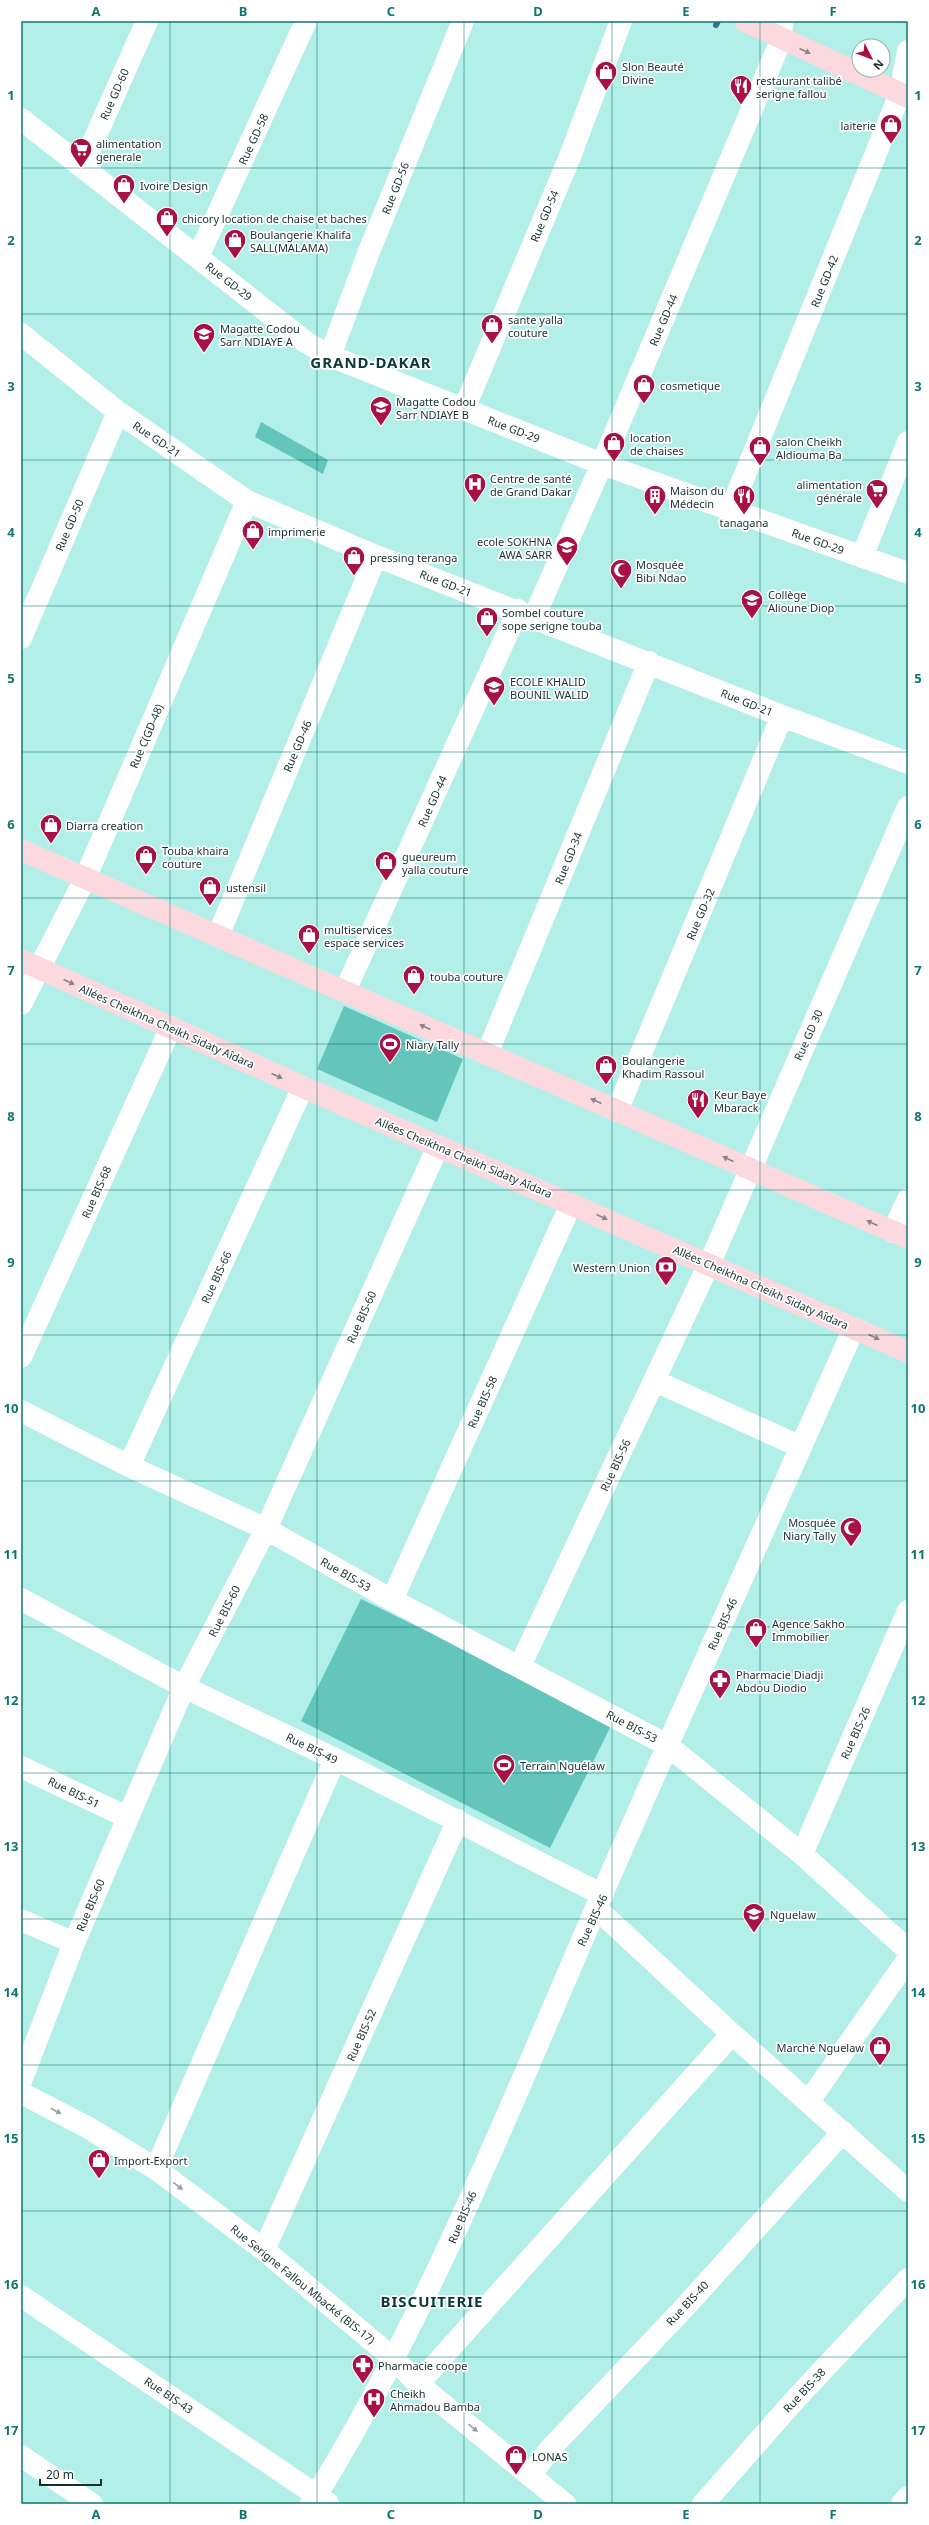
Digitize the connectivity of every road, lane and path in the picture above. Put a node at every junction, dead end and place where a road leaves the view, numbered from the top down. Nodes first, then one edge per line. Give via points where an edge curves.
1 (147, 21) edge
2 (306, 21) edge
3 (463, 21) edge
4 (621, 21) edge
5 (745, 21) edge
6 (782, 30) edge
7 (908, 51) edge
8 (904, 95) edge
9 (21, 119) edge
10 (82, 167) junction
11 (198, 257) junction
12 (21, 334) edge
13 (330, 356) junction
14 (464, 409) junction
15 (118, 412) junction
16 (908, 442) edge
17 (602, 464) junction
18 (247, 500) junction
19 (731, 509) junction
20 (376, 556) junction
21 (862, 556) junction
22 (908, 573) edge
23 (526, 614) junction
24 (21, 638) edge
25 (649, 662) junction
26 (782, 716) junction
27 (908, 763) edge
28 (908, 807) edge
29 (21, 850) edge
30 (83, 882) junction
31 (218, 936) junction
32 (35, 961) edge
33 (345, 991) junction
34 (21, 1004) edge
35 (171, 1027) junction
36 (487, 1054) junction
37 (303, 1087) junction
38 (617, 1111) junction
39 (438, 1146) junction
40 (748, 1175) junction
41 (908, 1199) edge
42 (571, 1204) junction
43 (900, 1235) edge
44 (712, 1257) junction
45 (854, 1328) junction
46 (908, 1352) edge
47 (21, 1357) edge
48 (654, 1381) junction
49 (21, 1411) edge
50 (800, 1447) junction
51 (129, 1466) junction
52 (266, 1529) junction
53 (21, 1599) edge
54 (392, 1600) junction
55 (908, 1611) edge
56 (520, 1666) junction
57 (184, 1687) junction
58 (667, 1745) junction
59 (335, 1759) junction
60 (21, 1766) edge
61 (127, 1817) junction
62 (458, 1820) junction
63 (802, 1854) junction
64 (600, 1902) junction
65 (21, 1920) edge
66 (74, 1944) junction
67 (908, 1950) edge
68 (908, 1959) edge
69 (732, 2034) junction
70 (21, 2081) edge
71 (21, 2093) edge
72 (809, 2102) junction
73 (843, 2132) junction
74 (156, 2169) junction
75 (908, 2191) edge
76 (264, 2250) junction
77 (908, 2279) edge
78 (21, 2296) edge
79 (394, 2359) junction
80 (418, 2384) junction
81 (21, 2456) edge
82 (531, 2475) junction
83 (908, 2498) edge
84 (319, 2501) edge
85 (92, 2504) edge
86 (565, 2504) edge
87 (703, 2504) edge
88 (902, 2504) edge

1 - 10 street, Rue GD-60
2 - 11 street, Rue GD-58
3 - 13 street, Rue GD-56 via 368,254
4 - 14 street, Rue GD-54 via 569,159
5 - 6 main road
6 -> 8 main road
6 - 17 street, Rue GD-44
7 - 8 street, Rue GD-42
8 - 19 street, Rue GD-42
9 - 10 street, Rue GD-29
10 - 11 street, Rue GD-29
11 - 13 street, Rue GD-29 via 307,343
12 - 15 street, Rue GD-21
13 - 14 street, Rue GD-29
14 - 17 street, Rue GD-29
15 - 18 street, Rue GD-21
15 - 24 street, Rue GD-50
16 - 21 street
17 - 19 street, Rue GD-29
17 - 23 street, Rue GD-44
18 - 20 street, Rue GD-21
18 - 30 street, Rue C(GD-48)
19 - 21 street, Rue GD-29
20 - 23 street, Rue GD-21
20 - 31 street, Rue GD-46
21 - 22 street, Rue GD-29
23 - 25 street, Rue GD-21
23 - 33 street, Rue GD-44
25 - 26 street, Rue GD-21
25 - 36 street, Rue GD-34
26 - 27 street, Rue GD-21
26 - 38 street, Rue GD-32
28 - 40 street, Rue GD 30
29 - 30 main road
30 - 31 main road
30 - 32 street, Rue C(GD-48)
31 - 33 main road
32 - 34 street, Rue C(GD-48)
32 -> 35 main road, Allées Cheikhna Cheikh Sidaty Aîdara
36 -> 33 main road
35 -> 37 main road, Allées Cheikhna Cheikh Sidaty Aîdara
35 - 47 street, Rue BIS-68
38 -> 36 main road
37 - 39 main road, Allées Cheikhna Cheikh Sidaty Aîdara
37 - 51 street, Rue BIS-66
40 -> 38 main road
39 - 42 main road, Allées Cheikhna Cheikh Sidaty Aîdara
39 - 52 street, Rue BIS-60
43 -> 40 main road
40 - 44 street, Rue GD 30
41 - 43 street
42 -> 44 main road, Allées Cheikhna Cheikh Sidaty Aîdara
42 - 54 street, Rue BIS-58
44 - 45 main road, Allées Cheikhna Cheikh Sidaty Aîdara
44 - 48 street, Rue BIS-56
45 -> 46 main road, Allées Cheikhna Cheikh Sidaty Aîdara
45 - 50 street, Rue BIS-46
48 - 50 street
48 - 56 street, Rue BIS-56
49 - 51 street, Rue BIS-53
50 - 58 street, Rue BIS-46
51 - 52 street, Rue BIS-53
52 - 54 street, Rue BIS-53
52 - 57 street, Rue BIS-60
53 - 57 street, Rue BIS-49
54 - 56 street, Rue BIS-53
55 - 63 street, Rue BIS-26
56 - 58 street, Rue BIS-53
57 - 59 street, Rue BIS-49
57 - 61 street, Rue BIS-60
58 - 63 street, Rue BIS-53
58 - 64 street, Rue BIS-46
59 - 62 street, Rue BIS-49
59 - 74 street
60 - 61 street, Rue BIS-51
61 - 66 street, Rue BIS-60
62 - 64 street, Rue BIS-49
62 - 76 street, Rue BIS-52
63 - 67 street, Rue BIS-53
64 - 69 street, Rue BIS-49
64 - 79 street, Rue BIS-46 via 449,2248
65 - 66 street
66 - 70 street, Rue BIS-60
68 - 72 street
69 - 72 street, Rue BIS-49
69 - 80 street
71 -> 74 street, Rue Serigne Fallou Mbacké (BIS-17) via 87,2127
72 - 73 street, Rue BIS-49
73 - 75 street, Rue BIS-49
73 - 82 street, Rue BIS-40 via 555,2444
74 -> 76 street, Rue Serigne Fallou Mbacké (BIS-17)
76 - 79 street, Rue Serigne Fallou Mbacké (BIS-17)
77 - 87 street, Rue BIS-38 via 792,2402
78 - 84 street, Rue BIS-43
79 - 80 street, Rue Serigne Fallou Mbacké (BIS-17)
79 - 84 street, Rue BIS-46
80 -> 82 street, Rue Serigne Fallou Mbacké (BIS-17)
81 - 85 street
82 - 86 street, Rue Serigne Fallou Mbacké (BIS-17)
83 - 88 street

**INSTRUCTIONS TO FOLLOW:** Each line of the entries holding the string "Cheikh" should be found and copied.

**WRITTEN RESPONSE:**
32 -> 35 main road, Allées Cheikhna Cheikh Sidaty Aîdara
35 -> 37 main road, Allées Cheikhna Cheikh Sidaty Aîdara
37 - 39 main road, Allées Cheikhna Cheikh Sidaty Aîdara
39 - 42 main road, Allées Cheikhna Cheikh Sidaty Aîdara
42 -> 44 main road, Allées Cheikhna Cheikh Sidaty Aîdara
44 - 45 main road, Allées Cheikhna Cheikh Sidaty Aîdara
45 -> 46 main road, Allées Cheikhna Cheikh Sidaty Aîdara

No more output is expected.